Web-mining-based methods have been widely acknowledged in document classification, particularly in sentiment and affect analysis (Turney, 2002; Pang & Lee, 2008; Ptaszynski et al., 2009), even in such novel fields as machine ethics (Komuda et al., 2010). Their advantage lies mostly in their high effectiveness and, most of all, efficiency. Web-mining methods usually require minimal training data to perform a mass-level search on available Web data, such as the Internet (Ptaszynski et al., 2009), or large scale local corpora (Komuda, Rzepka & Araki, 2013) due to minimal human effort needed to achieve satisfactory results.

Here, we present our attempt of applying a Web mining method to the detection of cyberbullying. The reason for this attempt was backed by the main goal of our research, namely, to provide help to the members of Internet Patrol, which have been carried out mostly manually. It takes much time and effort to find harmful entries (entries that contain information and expressions aimed to harm other users) in a large amount of contents appearing on countless numbers of electronic Bulletin Board (BBS) pages. Moreover, the task comes with a great psychological burden on mental health to the net-patrol members.

To solve the above problem and decrease the burden of net-patrol members, we firstly proposed a preliminary method to detect harmful entries automatically (Matsuba et al., 2011). In this method we extended the method of relevance calculation SO-PMI-IR, developed by Turney (2002) to the relevance of a document with harmful contents. With the use of a small number of seed words we were able to detect large numbers of document candidates for harmful entries with satisfying effectiveness.

The initial method was demonstrated to determine harmful entries with an accuracy of 83% on test data for which about a half contained harmful entries. However, it was not verified how well the method would perform in real life conditions, where cyberbullying entries and normal contents do not appear in equal numbers.

In the research described in this chapter, initially introduced by Nitta et al. (2013) in 2013, we firstly proposed an optimization of the original method by maximizing the relevance scores. In the method we divided the seed words into multiple categories and calculated maximal relevance values for each seed word from each category. By calculating the maximized score, representing semantic orientation of harmfulness of an Internet entry, the method detected harmful entries more effectively than in the previous attempts. Moreover, we additionally evaluated our method on data sets with real-life ratios of harmful contents to verify the usability of the method in the most realistic way.

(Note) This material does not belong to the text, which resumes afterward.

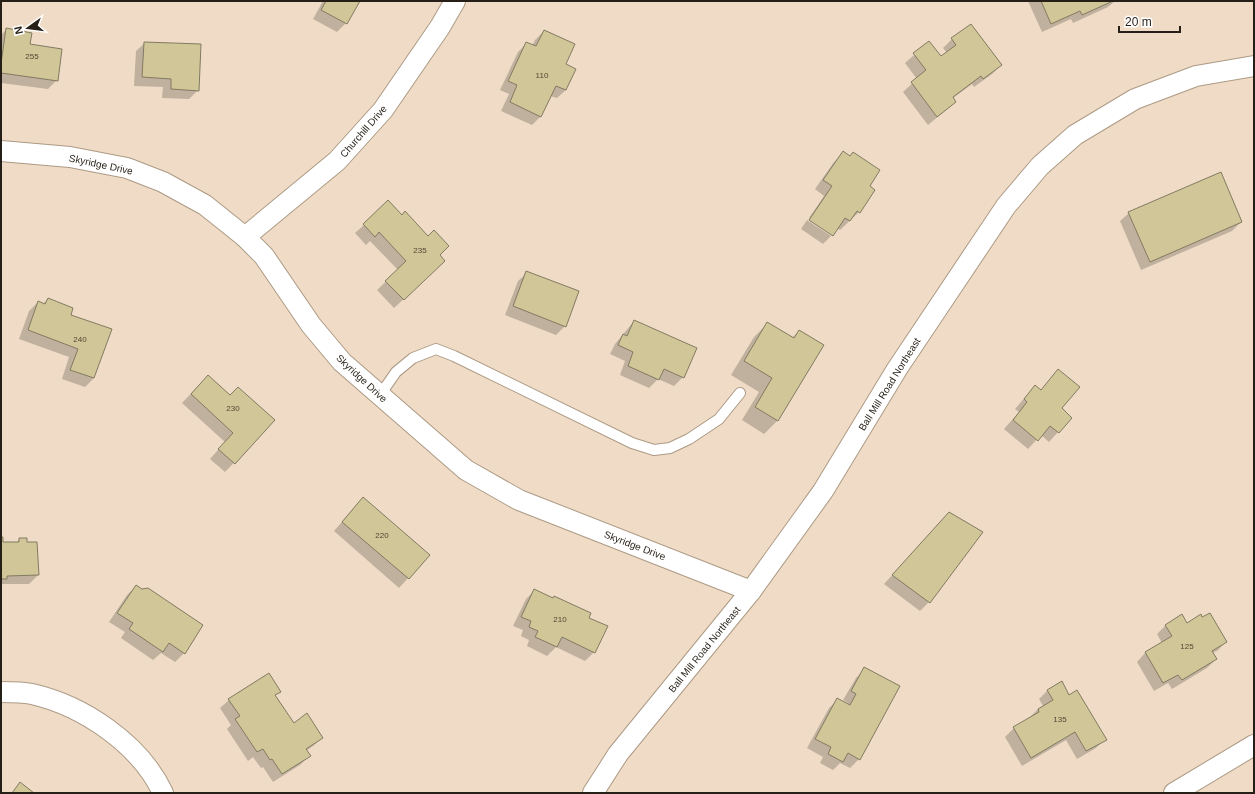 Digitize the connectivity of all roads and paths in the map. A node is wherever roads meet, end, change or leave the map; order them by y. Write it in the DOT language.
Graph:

After confirming the performance, the method was deployed and tested “in the field” for over one year. Unfortunately, after re-evaluating the method after that time we found out that the performance significantly dropped by losing over 30-percentage-points when compared to its original performance measured in 2013. In the original evaluation process, applied also in this research and previously in Matsuba et al. (2011), Nitta et al. (2013) assigned the harmfulness score to all sentences from their dataset containing harmful and non-harmful entries, sorted all entries decreasingly and checked the performance looking at the top n entries, while increasing the number of n (further referred to as “threshold window”) by 50 entries at a time. This way they were able to witness the fluctuation in performance when more data is applied in the evaluation. As the evaluation measures they used standard Precision and Recall. In particular, the originally confirmed high performance was on a level of 91% when it comes to Precision for low Recall values. Moreover, original performance from late 2013 was retained high (around 70%) even close to 50% of Recall, after which it decreased due to drop in Precision for higher thresholds. However, when the evaluation experiment was repeated in early 2015, the overall results greatly dropped. Precision did not exceed 60% for the whole threshold span. This made us introduce a number of further improvements to regain the lost performance and assure sustaining it on a sufficient level.